Like many other things in Pakistan, the word ideology is left undefined, but it is taken to mean a rejection of the creation of Pakistan and, also, its establishment as an Islamic state. This is why there is no questioning of Partition in Pakistan’s Press, because it is illegal to do this. There is also only muted criticism of its laws, which discriminate against religious and heretic minorities, because this is also apparently illegal (apparently because it is unclear since nobody challenges these laws).
The second issue is one that occurs more frequently in Pakistan’s Press than in any other nation I know of, and that is ‘national interest’. My own understanding of this national interest is that it means a defiance of India and an irredentist spirit on Kashmir. It is defined by the ‘establishment’ (about which more later), and there is no resistance to this ‘national interest’ in the Urdu Press, in fact there is a buy-in of it, though there is plenty in the English media.
As in India, there are things that the writer can get away with in English that he or she cannot in the local language. This is because the audience in English is smaller, more tolerant and because the vocabulary of English is more flexible in accommodating dissent without provoking emotion.
The third issue is the presence of the ‘establishment’ and ‘sensitive agencies’. These are words used even on Urdu TV and stand in for the army and for the spy agency, the Inter-Services Intelligence. Long years of military rule have conflated all authority with the army and even in times of democracy, the ‘establishment’ is a reference to the gentlemen with the guns rather than those with the seats.

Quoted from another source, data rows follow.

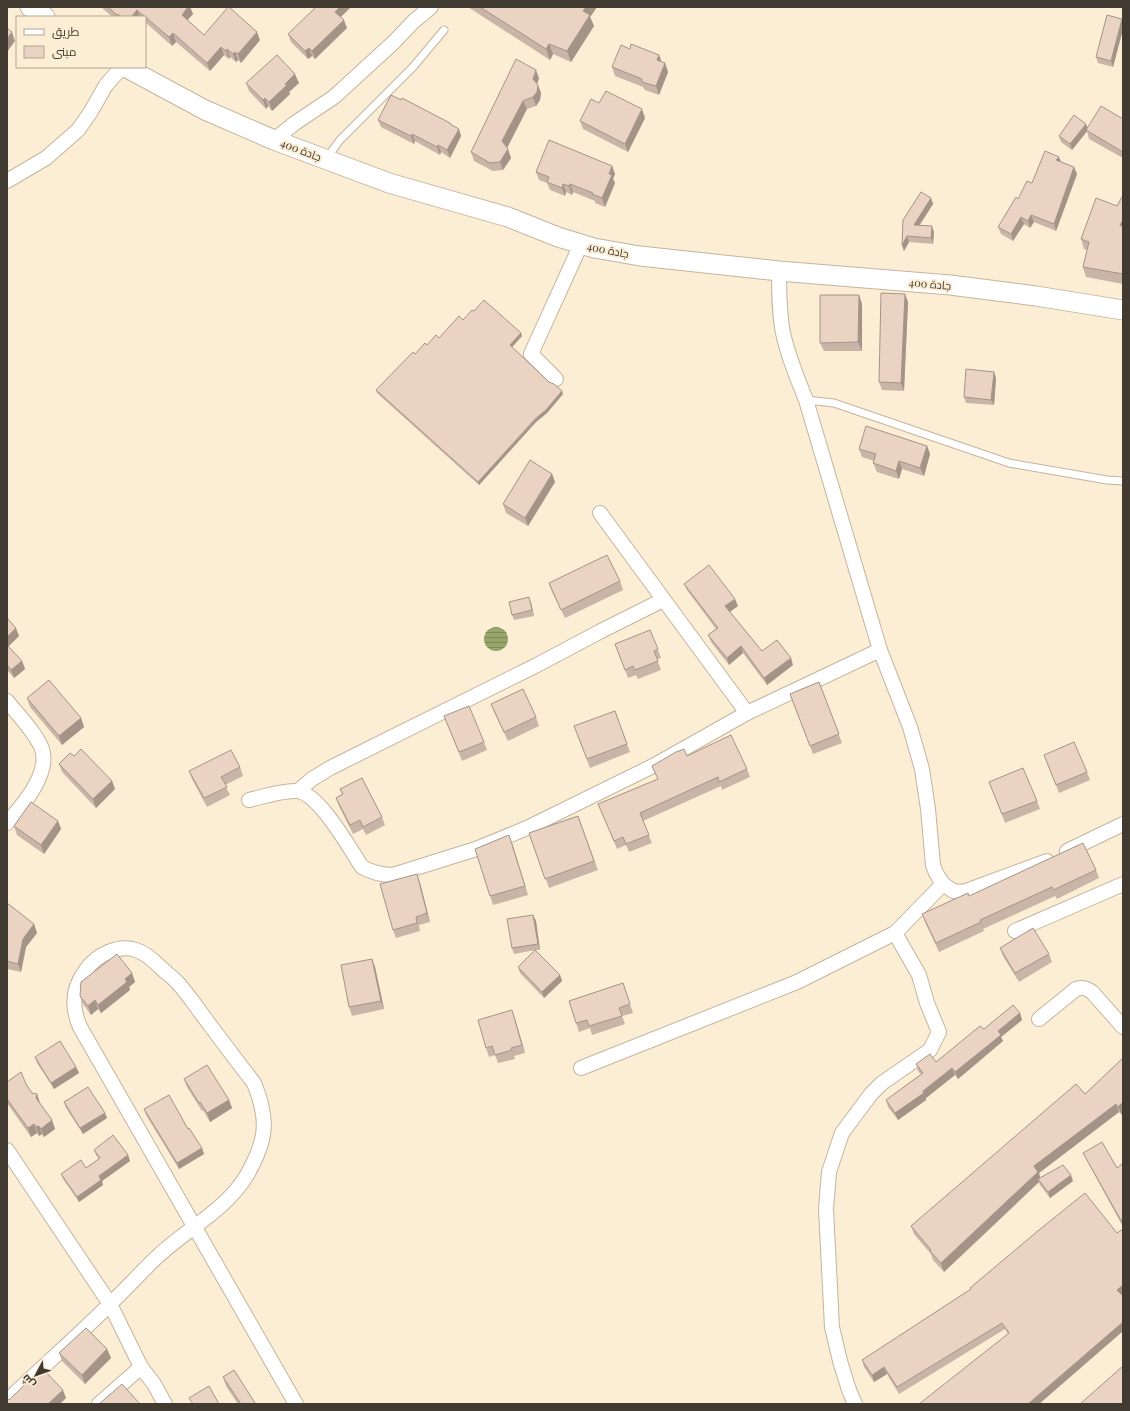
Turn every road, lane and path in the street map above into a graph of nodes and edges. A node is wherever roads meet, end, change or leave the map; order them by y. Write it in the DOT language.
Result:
graph roads {
  1 [pos="432,7"];
  2 [pos="444,30"];
  3 [pos="123,68"];
  4 [pos="126,68"];
  5 [pos="274,140"];
  6 [pos="326,160"];
  7 [pos="7,181"];
  8 [pos="581,244"];
  9 [pos="779,271"];
  10 [pos="1123,310"];
  11 [pos="556,379"];
  12 [pos="806,400"];
  13 [pos="1123,481"];
  14 [pos="600,513"];
  15 [pos="663,600"];
  16 [pos="880,650"];
  17 [pos="7,701"];
  18 [pos="747,713"];
  19 [pos="298,791"];
  20 [pos="249,800"];
  21 [pos="7,822"];
  22 [pos="1123,824"];
  23 [pos="943,884"];
  24 [pos="1123,884"];
  25 [pos="1015,931"];
  26 [pos="895,933"];
  27 [pos="1039,1019"];
  28 [pos="1123,1028"];
  29 [pos="581,1068"];
  30 [pos="7,1151"];
  31 [pos="195,1227"];
  32 [pos="110,1304"];
  33 [pos="141,1367"];
  34 [pos="7,1401"];
  35 [pos="98,1404"];
  36 [pos="165,1404"];
  37 [pos="296,1404"];
  38 [pos="855,1404"];
  1 -- 5 [label="street"];
  2 -- 6 [label="lane"];
  3 -- 7 [label="street"];
  4 -- 5 [label="main road, جادة 400"];
  5 -- 6 [label="main road, جادة 400"];
  6 -- 8 [label="main road, جادة 400"];
  8 -- 9 [label="main road, جادة 400"];
  8 -- 11 [label="street"];
  9 -- 10 [label="main road, جادة 400"];
  9 -- 12 [label="street"];
  12 -- 13 [label="lane"];
  12 -- 16 [label="street"];
  14 -- 15 [label="street"];
  15 -- 18 [label="street"];
  15 -- 19 [label="street"];
  16 -- 18 [label="street"];
  16 -- 23 [label="street"];
  17 -- 21 [label="street"];
  18 -- 19 [label="street"];
  19 -- 20 [label="street"];
  22 -- 23 [label="street"];
  23 -- 26 [label="street"];
  24 -- 25 [label="street"];
  26 -- 29 [label="street"];
  26 -- 38 [label="street"];
  27 -- 28 [label="street"];
  30 -- 32 [label="street"];
  31 -- 31 [label="street"];
  31 -- 32 [label="street"];
  31 -- 37 [label="street"];
  32 -- 33 [label="street"];
  32 -- 34 [label="street"];
  33 -- 35 [label="street"];
  33 -- 36 [label="street"];
}
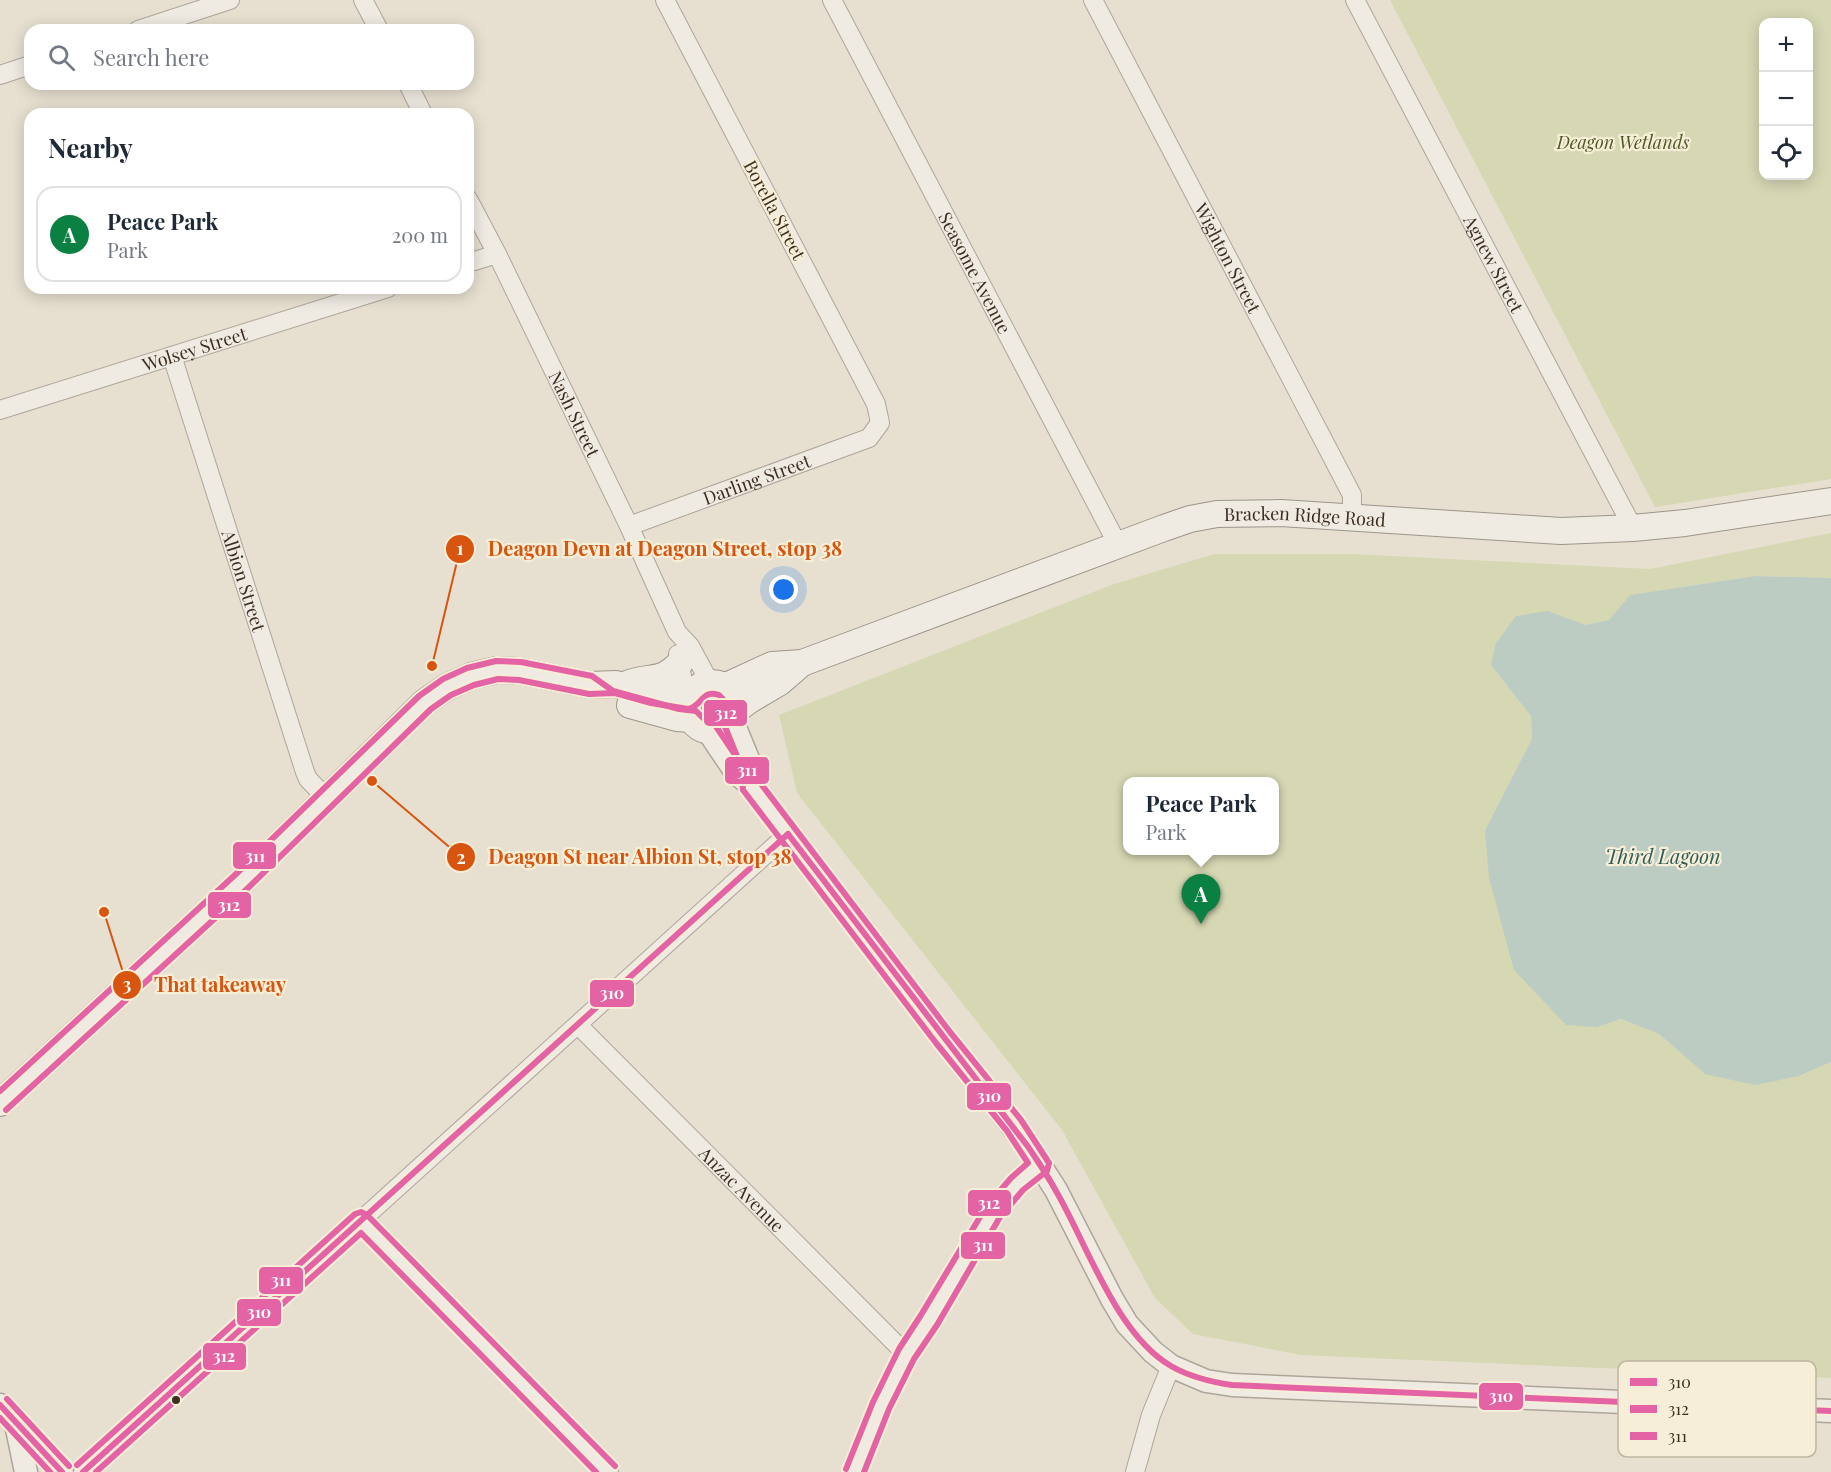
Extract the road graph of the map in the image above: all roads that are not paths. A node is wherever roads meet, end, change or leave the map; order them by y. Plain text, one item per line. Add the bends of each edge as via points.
1 (230, 0) edge
2 (363, 0) edge
3 (665, 0) edge
4 (832, 0) edge
5 (1093, 0) edge
6 (1355, 0) edge
7 (156, 24) edge
8 (376, 24) edge
9 (24, 67) edge
10 (0, 75) edge
11 (411, 90) edge
12 (420, 108) edge
13 (474, 210) edge
14 (497, 254) junction
15 (474, 261) edge
16 (369, 294) edge
17 (172, 356) junction
18 (0, 410) edge
19 (880, 423) joint
20 (1831, 501) edge
21 (1352, 518) junction
22 (629, 526) junction
23 (1633, 528) junction
24 (1118, 545) junction
25 (677, 632) junction
26 (680, 663) junction
27 (802, 663) junction
28 (590, 685) junction
29 (624, 686) junction
30 (702, 703) junction
31 (734, 715) junction
32 (751, 785) junction
33 (327, 799) junction
34 (788, 834) junction
35 (578, 1025) junction
36 (0, 1103) edge
37 (1040, 1165) junction
38 (361, 1221) junction
39 (906, 1354) junction
40 (1171, 1366) junction
41 (1618, 1402) edge
42 (0, 1405) edge
43 (1816, 1410) edge
44 (1831, 1411) edge
45 (16, 1422) junction
46 (26, 1472) edge
47 (62, 1472) edge
48 (83, 1472) edge
49 (609, 1472) edge
50 (854, 1472) edge
51 (1136, 1472) edge

1 - 7 street
2 - 8 street
3 - 19 street, Borella Street via 876,404
4 - 24 street, Seasome Avenue
5 - 21 street, Wighton Street via 1352,495
6 - 23 street, Agnew Street
9 - 10 street
11 - 12 street
13 - 14 street, Nash Street
14 - 15 street
14 - 22 street, Nash Street
16 - 17 street, Wolsey Street
17 - 18 street, Wolsey Street
17 - 33 street, Albion Street via 305,772
19 - 22 street, Darling Street via 868,438
20 - 23 main road, Bracken Ridge Road
21 - 23 main road, Bracken Ridge Road via 1561,531
21 - 24 main road, Bracken Ridge Road via 1217,514 1190,519
22 - 25 street, Nash Street
24 - 27 main road, Bracken Ridge Road
25 - 26 street, Nash Street
25 - 30 street, Nash Street via 690,646
26 - 29 main road via 669,674
26 - 30 street, Nash Street via 682,682
27 - 30 main road, Bracken Ridge Road via 772,665
27 - 31 main road, Bracken Ridge Road
28 - 29 main road
28 - 30 main road via 609,699 677,718
28 - 33 main road via 520,671 497,670 471,676 426,702
29 - 30 main road
30 - 31 main road via 734,697
30 - 31 main road, Bracken Ridge Road via 721,729
30 - 32 street via 737,774
31 - 32 street via 750,764
32 - 34 street
33 - 36 main road
34 - 35 street
34 - 37 street
35 - 38 street
35 - 39 street, Anzac Avenue
37 - 39 street via 993,1212
37 - 40 street via 1127,1324
38 - 48 street
38 - 49 street
39 - 50 street
40 - 41 street via 1206,1381 1232,1385
40 - 51 street via 1151,1415
42 - 45 street
43 - 44 street
45 - 46 street
45 - 47 street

Recently, Pakistan’s most famous journalist, Hamid Mir, who interviewed Osama bin Laden before 9/11, was shot in his car and his driver killed. Mir, a critic of the ISI’s policy of abducting troublemakers in Balochistan and killing them, blamed the ISI for the attack. This created trouble but not of the sort you might expect.
He brought down the fury of other media groups, who claimed his accusation was anti-national because it strengthened India’s claims that the ISI was always up to mischief.
Mir himself seemed to have softened, and now blames “the ISI within the ISI”, rather than the body itself. The fact is that it is difficult for the media to resist the idea that the ISI means well and that whatever it does is in the national interest.
The fourth problem in the media is that of the groups who began as defenders of the national ideology but have now begun to determine it. The Islamist militant groups raised by the army on sectarian lines have become so powerful and their prejudices have become so widespread that they have become mainstream. Only weeks before the shooting of Mir, a series of attacks on the Express media group killed some of its employees and wounded, much in the way that Mir was wounded, one of its faces, Raza Rumi, in a gun attack.
This did not merit as much reporting in the rest of the Pakistani Press, and one reason is that the owners are Ismaili Khojas, a pacifist Gujarati community that are excellent at business but seen by many as heretics.
I have myself learned over the years that certain subjects, like the apostatised Qadiani community, are taboo and must not be touched upon directly.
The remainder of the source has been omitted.